## Records
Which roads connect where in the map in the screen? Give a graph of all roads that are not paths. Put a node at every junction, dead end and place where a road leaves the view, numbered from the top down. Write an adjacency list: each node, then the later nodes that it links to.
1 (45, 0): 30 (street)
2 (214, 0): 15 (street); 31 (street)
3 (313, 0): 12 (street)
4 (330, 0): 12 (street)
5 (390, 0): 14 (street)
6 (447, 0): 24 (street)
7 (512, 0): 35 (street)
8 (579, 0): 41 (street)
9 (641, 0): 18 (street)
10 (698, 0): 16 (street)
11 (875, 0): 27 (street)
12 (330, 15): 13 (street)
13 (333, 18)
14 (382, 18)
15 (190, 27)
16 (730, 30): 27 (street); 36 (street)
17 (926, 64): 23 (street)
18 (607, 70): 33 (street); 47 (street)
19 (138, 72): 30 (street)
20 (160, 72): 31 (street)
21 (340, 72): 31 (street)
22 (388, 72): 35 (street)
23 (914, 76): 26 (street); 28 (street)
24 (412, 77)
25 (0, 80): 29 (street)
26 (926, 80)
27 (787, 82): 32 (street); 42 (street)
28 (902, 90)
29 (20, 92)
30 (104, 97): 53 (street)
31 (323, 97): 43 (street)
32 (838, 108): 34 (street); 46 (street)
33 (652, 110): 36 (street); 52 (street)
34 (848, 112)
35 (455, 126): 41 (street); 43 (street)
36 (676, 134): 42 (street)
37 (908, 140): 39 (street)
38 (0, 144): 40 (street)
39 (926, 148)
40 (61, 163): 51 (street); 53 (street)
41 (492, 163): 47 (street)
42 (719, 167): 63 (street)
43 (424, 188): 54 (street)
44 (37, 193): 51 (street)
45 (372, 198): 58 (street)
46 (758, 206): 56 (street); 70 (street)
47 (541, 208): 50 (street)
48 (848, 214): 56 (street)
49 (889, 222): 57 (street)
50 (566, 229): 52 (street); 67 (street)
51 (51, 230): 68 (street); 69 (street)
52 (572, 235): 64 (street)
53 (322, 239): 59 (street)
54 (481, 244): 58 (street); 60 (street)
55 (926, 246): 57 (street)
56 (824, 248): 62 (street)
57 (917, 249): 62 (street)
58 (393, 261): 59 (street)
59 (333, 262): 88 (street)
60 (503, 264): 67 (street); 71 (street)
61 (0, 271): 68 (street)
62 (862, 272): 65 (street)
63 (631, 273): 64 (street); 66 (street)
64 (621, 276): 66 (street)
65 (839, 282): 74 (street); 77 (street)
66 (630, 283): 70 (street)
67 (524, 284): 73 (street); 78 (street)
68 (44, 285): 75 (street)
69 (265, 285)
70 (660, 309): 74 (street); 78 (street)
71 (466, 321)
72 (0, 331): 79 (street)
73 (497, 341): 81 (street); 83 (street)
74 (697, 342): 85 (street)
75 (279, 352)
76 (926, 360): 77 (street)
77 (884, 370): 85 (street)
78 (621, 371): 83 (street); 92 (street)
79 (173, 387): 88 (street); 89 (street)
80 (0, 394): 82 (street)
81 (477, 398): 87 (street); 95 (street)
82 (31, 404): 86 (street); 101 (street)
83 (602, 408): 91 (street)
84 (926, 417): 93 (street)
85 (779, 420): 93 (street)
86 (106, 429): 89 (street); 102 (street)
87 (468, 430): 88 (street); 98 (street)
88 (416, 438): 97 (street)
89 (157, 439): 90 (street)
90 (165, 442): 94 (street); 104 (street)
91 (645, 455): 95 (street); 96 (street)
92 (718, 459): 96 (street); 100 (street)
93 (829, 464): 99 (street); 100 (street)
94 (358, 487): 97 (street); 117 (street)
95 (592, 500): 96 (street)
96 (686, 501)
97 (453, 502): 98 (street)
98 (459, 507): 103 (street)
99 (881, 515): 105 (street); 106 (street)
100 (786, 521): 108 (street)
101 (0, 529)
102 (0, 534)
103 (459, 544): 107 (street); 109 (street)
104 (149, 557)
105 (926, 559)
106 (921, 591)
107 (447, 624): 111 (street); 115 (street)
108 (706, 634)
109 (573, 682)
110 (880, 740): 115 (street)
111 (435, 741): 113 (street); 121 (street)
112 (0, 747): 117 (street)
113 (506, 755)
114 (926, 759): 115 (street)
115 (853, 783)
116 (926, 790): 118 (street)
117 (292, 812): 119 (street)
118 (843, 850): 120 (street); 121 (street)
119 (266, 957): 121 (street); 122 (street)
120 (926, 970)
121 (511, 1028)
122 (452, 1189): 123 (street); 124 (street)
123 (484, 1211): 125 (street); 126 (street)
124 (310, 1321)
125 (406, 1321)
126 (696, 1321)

## Your objective
Nothing should be missing: every line above must be reproduced exactly.

## Solution below
Which roads connect where in the map in the screen? Give a graph of all roads that are not paths. Put a node at every junction, dead end and place where a road leaves the view, numbered from the top down. Write an adjacency list: each node, then the later nodes that it links to.
1 (45, 0): 30 (street)
2 (214, 0): 15 (street); 31 (street)
3 (313, 0): 12 (street)
4 (330, 0): 12 (street)
5 (390, 0): 14 (street)
6 (447, 0): 24 (street)
7 (512, 0): 35 (street)
8 (579, 0): 41 (street)
9 (641, 0): 18 (street)
10 (698, 0): 16 (street)
11 (875, 0): 27 (street)
12 (330, 15): 13 (street)
13 (333, 18)
14 (382, 18)
15 (190, 27)
16 (730, 30): 27 (street); 36 (street)
17 (926, 64): 23 (street)
18 (607, 70): 33 (street); 47 (street)
19 (138, 72): 30 (street)
20 (160, 72): 31 (street)
21 (340, 72): 31 (street)
22 (388, 72): 35 (street)
23 (914, 76): 26 (street); 28 (street)
24 (412, 77)
25 (0, 80): 29 (street)
26 (926, 80)
27 (787, 82): 32 (street); 42 (street)
28 (902, 90)
29 (20, 92)
30 (104, 97): 53 (street)
31 (323, 97): 43 (street)
32 (838, 108): 34 (street); 46 (street)
33 (652, 110): 36 (street); 52 (street)
34 (848, 112)
35 (455, 126): 41 (street); 43 (street)
36 (676, 134): 42 (street)
37 (908, 140): 39 (street)
38 (0, 144): 40 (street)
39 (926, 148)
40 (61, 163): 51 (street); 53 (street)
41 (492, 163): 47 (street)
42 (719, 167): 63 (street)
43 (424, 188): 54 (street)
44 (37, 193): 51 (street)
45 (372, 198): 58 (street)
46 (758, 206): 56 (street); 70 (street)
47 (541, 208): 50 (street)
48 (848, 214): 56 (street)
49 (889, 222): 57 (street)
50 (566, 229): 52 (street); 67 (street)
51 (51, 230): 68 (street); 69 (street)
52 (572, 235): 64 (street)
53 (322, 239): 59 (street)
54 (481, 244): 58 (street); 60 (street)
55 (926, 246): 57 (street)
56 (824, 248): 62 (street)
57 (917, 249): 62 (street)
58 (393, 261): 59 (street)
59 (333, 262): 88 (street)
60 (503, 264): 67 (street); 71 (street)
61 (0, 271): 68 (street)
62 (862, 272): 65 (street)
63 (631, 273): 64 (street); 66 (street)
64 (621, 276): 66 (street)
65 (839, 282): 74 (street); 77 (street)
66 (630, 283): 70 (street)
67 (524, 284): 73 (street); 78 (street)
68 (44, 285): 75 (street)
69 (265, 285)
70 (660, 309): 74 (street); 78 (street)
71 (466, 321)
72 (0, 331): 79 (street)
73 (497, 341): 81 (street); 83 (street)
74 (697, 342): 85 (street)
75 (279, 352)
76 (926, 360): 77 (street)
77 (884, 370): 85 (street)
78 (621, 371): 83 (street); 92 (street)
79 (173, 387): 88 (street); 89 (street)
80 (0, 394): 82 (street)
81 (477, 398): 87 (street); 95 (street)
82 (31, 404): 86 (street); 101 (street)
83 (602, 408): 91 (street)
84 (926, 417): 93 (street)
85 (779, 420): 93 (street)
86 (106, 429): 89 (street); 102 (street)
87 (468, 430): 88 (street); 98 (street)
88 (416, 438): 97 (street)
89 (157, 439): 90 (street)
90 (165, 442): 94 (street); 104 (street)
91 (645, 455): 95 (street); 96 (street)
92 (718, 459): 96 (street); 100 (street)
93 (829, 464): 99 (street); 100 (street)
94 (358, 487): 97 (street); 117 (street)
95 (592, 500): 96 (street)
96 (686, 501)
97 (453, 502): 98 (street)
98 (459, 507): 103 (street)
99 (881, 515): 105 (street); 106 (street)
100 (786, 521): 108 (street)
101 (0, 529)
102 (0, 534)
103 (459, 544): 107 (street); 109 (street)
104 (149, 557)
105 (926, 559)
106 (921, 591)
107 (447, 624): 111 (street); 115 (street)
108 (706, 634)
109 (573, 682)
110 (880, 740): 115 (street)
111 (435, 741): 113 (street); 121 (street)
112 (0, 747): 117 (street)
113 (506, 755)
114 (926, 759): 115 (street)
115 (853, 783)
116 (926, 790): 118 (street)
117 (292, 812): 119 (street)
118 (843, 850): 120 (street); 121 (street)
119 (266, 957): 121 (street); 122 (street)
120 (926, 970)
121 (511, 1028)
122 (452, 1189): 123 (street); 124 (street)
123 (484, 1211): 125 (street); 126 (street)
124 (310, 1321)
125 (406, 1321)
126 (696, 1321)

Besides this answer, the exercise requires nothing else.